HPE recently commissioned a survey among teens about their expectations around technology.

Here, we gathered HPE execs and other technology leaders to discuss the findings.

[Also on Longitudes: Technology: Disruption and Debate]

One of the most surprising findings was that 79 percent of teens said they would like to lead a company. And among those, they said they’d be ready to do so by age 29. Do you think the technology available today has helped shape this ambition?

“Millennials are a ‘I want it now’ culture. The patience that Generation X or Y had, Millennials don’t seem to have. I think the combination of that, plus the cheaper costs of technology today along with this generation’s entrepreneurial spirit and level of academic intellect, has created this current culture of small startups. They are popping up all over the place.” –Scott Spradley, CIO at HPE

“Years ago you needed a lot more resources to start a company or to go build something.

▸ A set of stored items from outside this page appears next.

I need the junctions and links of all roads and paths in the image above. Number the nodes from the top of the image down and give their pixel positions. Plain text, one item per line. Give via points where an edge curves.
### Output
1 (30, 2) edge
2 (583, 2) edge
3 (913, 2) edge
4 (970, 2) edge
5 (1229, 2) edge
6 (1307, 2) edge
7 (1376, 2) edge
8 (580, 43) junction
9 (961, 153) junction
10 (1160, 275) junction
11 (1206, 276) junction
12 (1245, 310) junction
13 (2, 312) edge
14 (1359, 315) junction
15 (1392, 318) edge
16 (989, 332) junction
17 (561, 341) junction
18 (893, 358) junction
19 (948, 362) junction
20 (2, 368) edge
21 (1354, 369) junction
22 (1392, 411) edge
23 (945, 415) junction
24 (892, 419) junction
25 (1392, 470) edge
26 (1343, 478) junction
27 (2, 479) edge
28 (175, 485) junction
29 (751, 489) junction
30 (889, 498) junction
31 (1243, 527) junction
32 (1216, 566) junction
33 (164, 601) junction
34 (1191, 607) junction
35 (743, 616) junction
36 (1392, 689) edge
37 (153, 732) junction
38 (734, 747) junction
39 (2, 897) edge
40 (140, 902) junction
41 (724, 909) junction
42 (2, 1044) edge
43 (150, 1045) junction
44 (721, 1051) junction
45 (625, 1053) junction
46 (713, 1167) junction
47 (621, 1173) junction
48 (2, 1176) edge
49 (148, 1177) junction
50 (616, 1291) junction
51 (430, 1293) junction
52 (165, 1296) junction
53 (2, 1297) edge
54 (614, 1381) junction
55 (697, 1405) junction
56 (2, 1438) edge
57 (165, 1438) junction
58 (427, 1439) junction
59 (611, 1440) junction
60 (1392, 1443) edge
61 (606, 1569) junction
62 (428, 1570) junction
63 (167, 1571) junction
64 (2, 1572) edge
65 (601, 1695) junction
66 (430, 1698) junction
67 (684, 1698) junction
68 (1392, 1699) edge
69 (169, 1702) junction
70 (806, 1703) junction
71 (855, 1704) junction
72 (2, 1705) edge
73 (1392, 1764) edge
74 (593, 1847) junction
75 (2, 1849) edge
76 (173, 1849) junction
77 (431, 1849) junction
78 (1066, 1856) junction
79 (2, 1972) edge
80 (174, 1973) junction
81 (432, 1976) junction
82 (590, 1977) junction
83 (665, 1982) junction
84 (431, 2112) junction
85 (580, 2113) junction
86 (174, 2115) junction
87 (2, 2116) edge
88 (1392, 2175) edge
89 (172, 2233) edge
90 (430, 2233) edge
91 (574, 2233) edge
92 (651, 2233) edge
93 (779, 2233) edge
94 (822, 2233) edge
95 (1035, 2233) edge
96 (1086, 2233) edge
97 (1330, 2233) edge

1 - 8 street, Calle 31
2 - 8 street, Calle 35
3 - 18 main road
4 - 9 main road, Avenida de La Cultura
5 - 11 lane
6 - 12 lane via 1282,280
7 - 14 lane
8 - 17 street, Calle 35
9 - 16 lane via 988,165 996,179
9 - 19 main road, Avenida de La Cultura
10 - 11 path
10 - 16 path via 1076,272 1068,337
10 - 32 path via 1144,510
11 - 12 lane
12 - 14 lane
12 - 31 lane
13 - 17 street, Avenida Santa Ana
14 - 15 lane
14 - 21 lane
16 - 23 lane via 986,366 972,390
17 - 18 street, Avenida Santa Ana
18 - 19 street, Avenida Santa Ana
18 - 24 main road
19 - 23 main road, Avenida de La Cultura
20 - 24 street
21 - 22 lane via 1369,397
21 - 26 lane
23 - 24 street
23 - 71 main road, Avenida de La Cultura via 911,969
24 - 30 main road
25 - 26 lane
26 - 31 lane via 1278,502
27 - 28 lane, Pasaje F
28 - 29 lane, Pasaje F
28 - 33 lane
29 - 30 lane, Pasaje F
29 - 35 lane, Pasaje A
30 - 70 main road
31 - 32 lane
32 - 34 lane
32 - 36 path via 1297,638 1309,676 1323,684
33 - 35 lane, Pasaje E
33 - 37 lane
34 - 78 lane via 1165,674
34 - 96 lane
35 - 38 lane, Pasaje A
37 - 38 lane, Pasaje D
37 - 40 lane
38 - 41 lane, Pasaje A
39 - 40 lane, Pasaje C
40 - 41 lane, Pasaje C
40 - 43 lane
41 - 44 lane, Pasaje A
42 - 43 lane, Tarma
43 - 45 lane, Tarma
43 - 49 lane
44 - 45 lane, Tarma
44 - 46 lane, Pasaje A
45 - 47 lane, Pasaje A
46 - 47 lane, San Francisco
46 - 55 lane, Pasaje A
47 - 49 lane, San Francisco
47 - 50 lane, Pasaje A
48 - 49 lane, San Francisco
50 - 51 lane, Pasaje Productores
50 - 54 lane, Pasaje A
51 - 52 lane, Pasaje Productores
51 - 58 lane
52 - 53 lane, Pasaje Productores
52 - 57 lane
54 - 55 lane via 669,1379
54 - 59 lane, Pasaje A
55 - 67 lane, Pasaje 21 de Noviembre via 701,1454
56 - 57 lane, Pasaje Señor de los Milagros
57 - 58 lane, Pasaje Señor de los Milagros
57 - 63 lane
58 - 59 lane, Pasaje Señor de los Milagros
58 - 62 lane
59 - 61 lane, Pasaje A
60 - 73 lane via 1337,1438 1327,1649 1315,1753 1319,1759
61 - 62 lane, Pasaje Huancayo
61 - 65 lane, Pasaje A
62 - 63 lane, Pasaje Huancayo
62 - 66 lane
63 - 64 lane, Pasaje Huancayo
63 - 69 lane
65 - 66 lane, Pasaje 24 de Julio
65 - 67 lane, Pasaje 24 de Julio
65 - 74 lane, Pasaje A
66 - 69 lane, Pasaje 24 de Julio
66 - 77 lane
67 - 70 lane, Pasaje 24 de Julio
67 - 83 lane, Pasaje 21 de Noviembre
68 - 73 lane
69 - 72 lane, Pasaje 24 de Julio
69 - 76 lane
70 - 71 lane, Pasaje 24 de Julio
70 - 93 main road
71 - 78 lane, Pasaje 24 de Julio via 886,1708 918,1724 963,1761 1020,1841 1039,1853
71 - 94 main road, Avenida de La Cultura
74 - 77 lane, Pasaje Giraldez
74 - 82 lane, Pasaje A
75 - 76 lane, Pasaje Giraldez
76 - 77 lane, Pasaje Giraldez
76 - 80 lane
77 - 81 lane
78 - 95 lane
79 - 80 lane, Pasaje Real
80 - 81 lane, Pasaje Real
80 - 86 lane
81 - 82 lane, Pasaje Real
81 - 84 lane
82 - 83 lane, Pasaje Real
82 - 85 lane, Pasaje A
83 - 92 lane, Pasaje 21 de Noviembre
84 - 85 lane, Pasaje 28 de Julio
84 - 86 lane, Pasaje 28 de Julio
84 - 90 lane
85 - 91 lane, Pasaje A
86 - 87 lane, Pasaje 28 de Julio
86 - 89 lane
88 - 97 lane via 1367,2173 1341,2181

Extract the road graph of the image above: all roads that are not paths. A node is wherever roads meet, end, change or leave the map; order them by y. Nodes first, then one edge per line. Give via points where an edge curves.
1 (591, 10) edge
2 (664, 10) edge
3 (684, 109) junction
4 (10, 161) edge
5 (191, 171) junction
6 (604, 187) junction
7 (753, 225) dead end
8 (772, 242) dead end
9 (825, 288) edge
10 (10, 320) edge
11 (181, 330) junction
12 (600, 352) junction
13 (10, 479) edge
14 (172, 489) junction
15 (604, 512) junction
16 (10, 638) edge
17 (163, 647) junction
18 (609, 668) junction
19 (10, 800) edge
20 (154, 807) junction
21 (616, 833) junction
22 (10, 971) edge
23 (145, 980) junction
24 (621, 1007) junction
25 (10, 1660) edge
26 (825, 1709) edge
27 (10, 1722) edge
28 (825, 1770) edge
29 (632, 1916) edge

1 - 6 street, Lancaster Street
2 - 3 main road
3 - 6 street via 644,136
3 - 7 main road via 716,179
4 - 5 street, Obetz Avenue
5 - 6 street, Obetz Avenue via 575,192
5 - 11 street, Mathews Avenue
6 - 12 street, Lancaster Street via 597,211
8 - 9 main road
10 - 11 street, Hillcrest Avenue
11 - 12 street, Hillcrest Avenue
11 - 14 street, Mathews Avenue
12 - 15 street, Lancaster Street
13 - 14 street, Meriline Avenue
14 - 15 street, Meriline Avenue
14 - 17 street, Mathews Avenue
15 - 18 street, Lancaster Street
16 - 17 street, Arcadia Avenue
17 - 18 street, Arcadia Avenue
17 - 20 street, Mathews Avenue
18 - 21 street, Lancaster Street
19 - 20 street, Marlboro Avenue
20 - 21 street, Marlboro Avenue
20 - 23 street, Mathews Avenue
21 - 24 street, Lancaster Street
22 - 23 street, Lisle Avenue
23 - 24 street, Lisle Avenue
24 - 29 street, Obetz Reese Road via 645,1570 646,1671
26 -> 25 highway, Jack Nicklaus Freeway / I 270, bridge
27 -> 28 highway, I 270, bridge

Now, if I’m 15 and want to make an iPhone app, I can go to YouTube, learn how to do it and put the app out on the market all for free. You can literally start anything for zero dollars, and technology has allowed that. It is incredibly valuable.” –Chris Bergman, Founder & CEO of ChoreMonster

“I really believe teens today have access to more information and more learning opportunities than anybody has ever had in the history of mankind. If you want to learn something, look it up, figure it out, get results. And the result is an intellectual level that has no limitation.” –Mahesh Shah, VP & GM, HPE’s M&A & Divestitures Technology Services

“It shows that we still have dreamers.” –Dan Rivera, product marketing manager for Aruba’s K-12 business

[Also on Longitudes: Supply Chains in a Digital Age]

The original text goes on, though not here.